- Task requirements: Please print every line of the listing, unchanged.

- Input:
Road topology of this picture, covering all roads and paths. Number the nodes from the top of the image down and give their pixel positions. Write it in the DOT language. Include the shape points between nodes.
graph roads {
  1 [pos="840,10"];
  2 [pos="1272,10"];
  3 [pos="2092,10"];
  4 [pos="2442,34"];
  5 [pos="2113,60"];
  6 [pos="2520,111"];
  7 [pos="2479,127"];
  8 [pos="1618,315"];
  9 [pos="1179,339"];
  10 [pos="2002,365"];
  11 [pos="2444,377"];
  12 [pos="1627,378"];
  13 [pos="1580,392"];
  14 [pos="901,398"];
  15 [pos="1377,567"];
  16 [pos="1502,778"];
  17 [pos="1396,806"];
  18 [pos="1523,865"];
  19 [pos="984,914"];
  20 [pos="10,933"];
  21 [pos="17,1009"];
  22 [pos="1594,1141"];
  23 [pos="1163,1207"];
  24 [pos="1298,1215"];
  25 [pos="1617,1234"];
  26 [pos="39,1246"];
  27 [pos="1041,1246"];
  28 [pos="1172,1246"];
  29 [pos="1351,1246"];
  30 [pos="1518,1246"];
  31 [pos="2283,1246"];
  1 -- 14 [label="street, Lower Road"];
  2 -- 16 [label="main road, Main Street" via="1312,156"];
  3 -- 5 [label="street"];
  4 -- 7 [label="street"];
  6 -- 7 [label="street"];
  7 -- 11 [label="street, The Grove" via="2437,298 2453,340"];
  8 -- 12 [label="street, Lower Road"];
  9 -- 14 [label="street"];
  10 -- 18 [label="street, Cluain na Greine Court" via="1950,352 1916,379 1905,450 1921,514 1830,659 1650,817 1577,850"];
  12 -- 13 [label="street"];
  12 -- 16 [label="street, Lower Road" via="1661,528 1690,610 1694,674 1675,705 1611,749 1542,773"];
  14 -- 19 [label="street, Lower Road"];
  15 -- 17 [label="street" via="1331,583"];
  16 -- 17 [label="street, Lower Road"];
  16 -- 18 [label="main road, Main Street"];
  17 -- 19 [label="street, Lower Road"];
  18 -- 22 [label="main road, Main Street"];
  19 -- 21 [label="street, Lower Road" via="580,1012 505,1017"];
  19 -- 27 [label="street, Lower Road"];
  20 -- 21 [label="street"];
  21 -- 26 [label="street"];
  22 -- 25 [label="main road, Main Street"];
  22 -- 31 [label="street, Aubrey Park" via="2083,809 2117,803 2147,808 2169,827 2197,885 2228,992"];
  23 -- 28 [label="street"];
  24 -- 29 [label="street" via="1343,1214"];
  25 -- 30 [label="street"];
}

- Output for this exercise:
Road topology of this picture, covering all roads and paths. Number the nodes from the top of the image down and give their pixel positions. Write it in the DOT language. Include the shape points between nodes.
graph roads {
  1 [pos="840,10"];
  2 [pos="1272,10"];
  3 [pos="2092,10"];
  4 [pos="2442,34"];
  5 [pos="2113,60"];
  6 [pos="2520,111"];
  7 [pos="2479,127"];
  8 [pos="1618,315"];
  9 [pos="1179,339"];
  10 [pos="2002,365"];
  11 [pos="2444,377"];
  12 [pos="1627,378"];
  13 [pos="1580,392"];
  14 [pos="901,398"];
  15 [pos="1377,567"];
  16 [pos="1502,778"];
  17 [pos="1396,806"];
  18 [pos="1523,865"];
  19 [pos="984,914"];
  20 [pos="10,933"];
  21 [pos="17,1009"];
  22 [pos="1594,1141"];
  23 [pos="1163,1207"];
  24 [pos="1298,1215"];
  25 [pos="1617,1234"];
  26 [pos="39,1246"];
  27 [pos="1041,1246"];
  28 [pos="1172,1246"];
  29 [pos="1351,1246"];
  30 [pos="1518,1246"];
  31 [pos="2283,1246"];
  1 -- 14 [label="street, Lower Road"];
  2 -- 16 [label="main road, Main Street" via="1312,156"];
  3 -- 5 [label="street"];
  4 -- 7 [label="street"];
  6 -- 7 [label="street"];
  7 -- 11 [label="street, The Grove" via="2437,298 2453,340"];
  8 -- 12 [label="street, Lower Road"];
  9 -- 14 [label="street"];
  10 -- 18 [label="street, Cluain na Greine Court" via="1950,352 1916,379 1905,450 1921,514 1830,659 1650,817 1577,850"];
  12 -- 13 [label="street"];
  12 -- 16 [label="street, Lower Road" via="1661,528 1690,610 1694,674 1675,705 1611,749 1542,773"];
  14 -- 19 [label="street, Lower Road"];
  15 -- 17 [label="street" via="1331,583"];
  16 -- 17 [label="street, Lower Road"];
  16 -- 18 [label="main road, Main Street"];
  17 -- 19 [label="street, Lower Road"];
  18 -- 22 [label="main road, Main Street"];
  19 -- 21 [label="street, Lower Road" via="580,1012 505,1017"];
  19 -- 27 [label="street, Lower Road"];
  20 -- 21 [label="street"];
  21 -- 26 [label="street"];
  22 -- 25 [label="main road, Main Street"];
  22 -- 31 [label="street, Aubrey Park" via="2083,809 2117,803 2147,808 2169,827 2197,885 2228,992"];
  23 -- 28 [label="street"];
  24 -- 29 [label="street" via="1343,1214"];
  25 -- 30 [label="street"];
}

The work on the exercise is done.